Sunday, March 25, 2012

Stick Particulars

If you remember from our last “episode”, 93 year old Fiddlin’ Clyde Harper

and I had hiked ¾ of a mile up Rock Creek to take a look at an old millstone resting in the creek bed. We were taking a little break before hiking back to meet his cousin Andrew at the river crossing. I asked Clyde for some particulars of making a walking stick like his. It was such a beautiful, useful thing.
(When I say walking stick, I don’t mean a fancy cane. It was a hardwood staff nearly as tall as Clyde himself. He calls it his “Life Stick”.)

“You want the par-tick-alars of makin’ a life stick?” he asked with proud glance at the stick.

“Well, it takes least two sticks to make a goodun’... sometimes more.
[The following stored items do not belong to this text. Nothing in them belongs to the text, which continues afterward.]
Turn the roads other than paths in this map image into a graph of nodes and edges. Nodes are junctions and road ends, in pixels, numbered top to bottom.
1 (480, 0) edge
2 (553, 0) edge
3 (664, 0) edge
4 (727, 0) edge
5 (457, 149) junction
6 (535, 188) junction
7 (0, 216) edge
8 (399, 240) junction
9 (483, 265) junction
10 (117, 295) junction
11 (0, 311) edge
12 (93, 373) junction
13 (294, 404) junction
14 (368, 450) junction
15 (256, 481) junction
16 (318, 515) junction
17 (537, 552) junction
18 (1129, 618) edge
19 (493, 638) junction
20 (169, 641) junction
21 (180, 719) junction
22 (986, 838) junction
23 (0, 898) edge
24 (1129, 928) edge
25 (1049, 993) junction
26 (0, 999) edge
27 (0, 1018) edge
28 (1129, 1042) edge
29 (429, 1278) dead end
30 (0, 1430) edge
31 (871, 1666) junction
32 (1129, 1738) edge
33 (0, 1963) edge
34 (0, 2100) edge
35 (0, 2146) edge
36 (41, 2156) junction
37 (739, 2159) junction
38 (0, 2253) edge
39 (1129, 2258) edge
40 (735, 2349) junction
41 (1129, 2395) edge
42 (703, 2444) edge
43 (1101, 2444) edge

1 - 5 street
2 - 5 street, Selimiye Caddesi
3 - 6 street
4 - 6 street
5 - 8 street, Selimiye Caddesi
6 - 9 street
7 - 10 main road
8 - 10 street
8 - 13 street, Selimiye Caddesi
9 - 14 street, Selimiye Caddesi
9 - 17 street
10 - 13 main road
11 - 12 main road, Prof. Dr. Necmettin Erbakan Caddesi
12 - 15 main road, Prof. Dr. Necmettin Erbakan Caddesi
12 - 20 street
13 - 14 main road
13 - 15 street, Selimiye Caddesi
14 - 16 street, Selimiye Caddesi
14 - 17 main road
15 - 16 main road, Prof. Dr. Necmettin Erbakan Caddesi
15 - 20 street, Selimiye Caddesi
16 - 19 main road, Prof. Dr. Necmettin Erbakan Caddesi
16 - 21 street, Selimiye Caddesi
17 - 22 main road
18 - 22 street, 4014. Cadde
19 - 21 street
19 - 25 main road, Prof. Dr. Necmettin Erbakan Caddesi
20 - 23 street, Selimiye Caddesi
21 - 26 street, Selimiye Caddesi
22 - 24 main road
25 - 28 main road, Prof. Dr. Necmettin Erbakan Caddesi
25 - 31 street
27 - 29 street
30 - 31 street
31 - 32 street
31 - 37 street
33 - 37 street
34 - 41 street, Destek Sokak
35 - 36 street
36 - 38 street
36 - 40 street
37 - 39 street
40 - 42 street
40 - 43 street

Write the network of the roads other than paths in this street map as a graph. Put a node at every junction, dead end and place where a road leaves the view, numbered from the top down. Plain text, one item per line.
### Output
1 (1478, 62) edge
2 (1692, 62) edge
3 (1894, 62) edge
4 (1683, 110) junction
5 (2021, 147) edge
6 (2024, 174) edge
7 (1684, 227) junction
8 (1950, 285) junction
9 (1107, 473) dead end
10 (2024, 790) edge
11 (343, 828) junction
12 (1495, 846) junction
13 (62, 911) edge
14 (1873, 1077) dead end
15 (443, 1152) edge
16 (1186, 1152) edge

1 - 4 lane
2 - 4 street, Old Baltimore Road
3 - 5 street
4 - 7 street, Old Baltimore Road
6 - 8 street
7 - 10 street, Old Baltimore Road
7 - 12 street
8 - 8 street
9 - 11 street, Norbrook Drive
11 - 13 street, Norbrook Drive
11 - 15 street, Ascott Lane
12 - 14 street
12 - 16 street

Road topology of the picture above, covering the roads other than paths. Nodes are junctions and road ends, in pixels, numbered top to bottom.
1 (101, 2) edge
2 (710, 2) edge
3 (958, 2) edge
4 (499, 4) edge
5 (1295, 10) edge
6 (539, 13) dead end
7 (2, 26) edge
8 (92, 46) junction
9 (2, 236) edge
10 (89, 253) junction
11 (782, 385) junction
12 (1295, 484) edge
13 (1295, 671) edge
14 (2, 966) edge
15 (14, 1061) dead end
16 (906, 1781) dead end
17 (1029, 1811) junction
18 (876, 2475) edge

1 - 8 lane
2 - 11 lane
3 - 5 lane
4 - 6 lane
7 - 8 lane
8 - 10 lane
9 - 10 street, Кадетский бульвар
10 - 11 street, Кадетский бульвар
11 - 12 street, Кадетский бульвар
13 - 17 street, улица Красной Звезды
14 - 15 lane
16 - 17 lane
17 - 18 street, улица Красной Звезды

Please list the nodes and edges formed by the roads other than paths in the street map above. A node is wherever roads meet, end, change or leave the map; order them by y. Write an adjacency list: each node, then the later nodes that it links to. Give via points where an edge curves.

The first stick needs makin’ when you are old enough to have the sense to learn the lessons it teaches about the makin’. I made my first’un when I was about 15…. carried it till I was mostly grown. I reckon you’re old enough to start one,” he said, looking over at me with a squint and without cracking a smile. “My learnin’ stick was an oak….this’uns a maple. I ‘spose if you’re a big man oak or hick’ry is just fine…..they was too heavy a stick for me. I think maple would be a good pick for you as well.”

“Truth is, when it’s time, a good stick will find you…if you’re out a lookin’ for one too much thinkin’ will lead you to the wrong’un….this stick here found me when I was helpin’ to clear a piece of land for a fella. I axed down a maple and when it dropped this stick broke clean off and was a laying there in front of me. Important thing is to find a green’un….once found you need to peel it right away. The bark peels off a green stick pretty slick...’specially if you find it in the Spring…..if you wait a day after its broke off a tree it’ll be a chore to get the bark off clean …..also, of course,” he said pointing to the knots, “break off the little branches. With this’un I just done that with my hands.”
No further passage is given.